*TASK ITEM*
Print the entries underneath word for word, omitting whatever pictures they contain.

*Dataset entries*
----------------
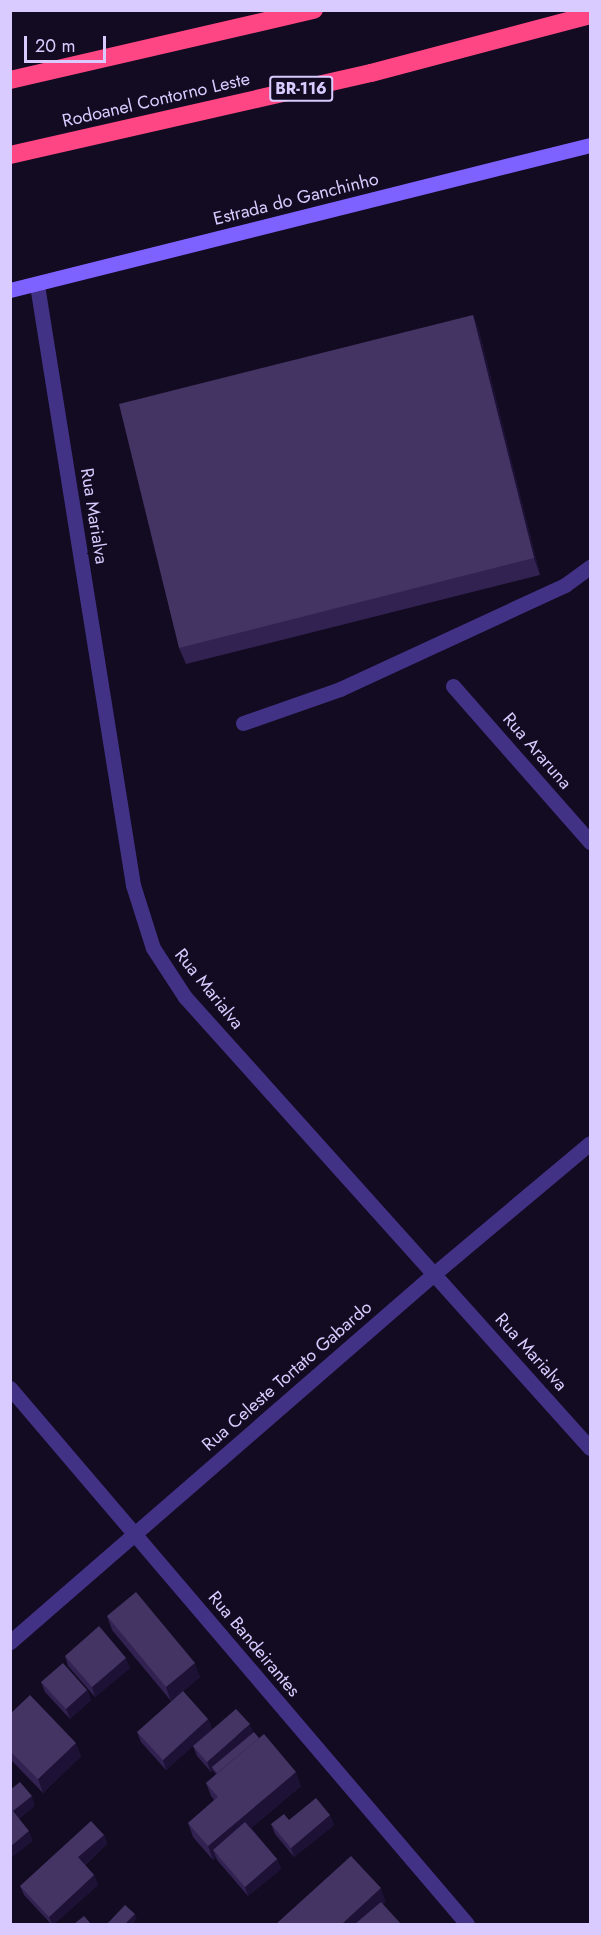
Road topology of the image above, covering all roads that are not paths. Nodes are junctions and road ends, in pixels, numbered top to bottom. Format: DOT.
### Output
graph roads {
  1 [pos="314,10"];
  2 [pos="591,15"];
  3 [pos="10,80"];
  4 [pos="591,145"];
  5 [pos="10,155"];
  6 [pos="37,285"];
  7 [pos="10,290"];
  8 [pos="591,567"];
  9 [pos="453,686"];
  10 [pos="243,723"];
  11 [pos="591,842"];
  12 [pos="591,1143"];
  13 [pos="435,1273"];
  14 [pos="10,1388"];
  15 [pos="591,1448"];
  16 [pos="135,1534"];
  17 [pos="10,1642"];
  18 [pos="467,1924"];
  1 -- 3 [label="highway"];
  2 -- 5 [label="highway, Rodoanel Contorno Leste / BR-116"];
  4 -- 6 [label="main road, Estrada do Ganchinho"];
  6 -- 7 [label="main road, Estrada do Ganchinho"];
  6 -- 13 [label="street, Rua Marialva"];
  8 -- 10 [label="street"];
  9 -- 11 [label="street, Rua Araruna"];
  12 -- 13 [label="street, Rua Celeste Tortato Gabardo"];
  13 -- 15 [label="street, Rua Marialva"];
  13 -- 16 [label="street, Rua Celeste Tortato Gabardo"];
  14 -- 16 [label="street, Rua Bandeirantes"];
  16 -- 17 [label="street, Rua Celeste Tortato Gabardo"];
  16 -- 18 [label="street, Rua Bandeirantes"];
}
----------------
*RESULT FOR THIS EXERCISE*
Road topology of the image above, covering all roads that are not paths. Nodes are junctions and road ends, in pixels, numbered top to bottom. Format: DOT.
### Output
graph roads {
  1 [pos="314,10"];
  2 [pos="591,15"];
  3 [pos="10,80"];
  4 [pos="591,145"];
  5 [pos="10,155"];
  6 [pos="37,285"];
  7 [pos="10,290"];
  8 [pos="591,567"];
  9 [pos="453,686"];
  10 [pos="243,723"];
  11 [pos="591,842"];
  12 [pos="591,1143"];
  13 [pos="435,1273"];
  14 [pos="10,1388"];
  15 [pos="591,1448"];
  16 [pos="135,1534"];
  17 [pos="10,1642"];
  18 [pos="467,1924"];
  1 -- 3 [label="highway"];
  2 -- 5 [label="highway, Rodoanel Contorno Leste / BR-116"];
  4 -- 6 [label="main road, Estrada do Ganchinho"];
  6 -- 7 [label="main road, Estrada do Ganchinho"];
  6 -- 13 [label="street, Rua Marialva"];
  8 -- 10 [label="street"];
  9 -- 11 [label="street, Rua Araruna"];
  12 -- 13 [label="street, Rua Celeste Tortato Gabardo"];
  13 -- 15 [label="street, Rua Marialva"];
  13 -- 16 [label="street, Rua Celeste Tortato Gabardo"];
  14 -- 16 [label="street, Rua Bandeirantes"];
  16 -- 17 [label="street, Rua Celeste Tortato Gabardo"];
  16 -- 18 [label="street, Rua Bandeirantes"];
}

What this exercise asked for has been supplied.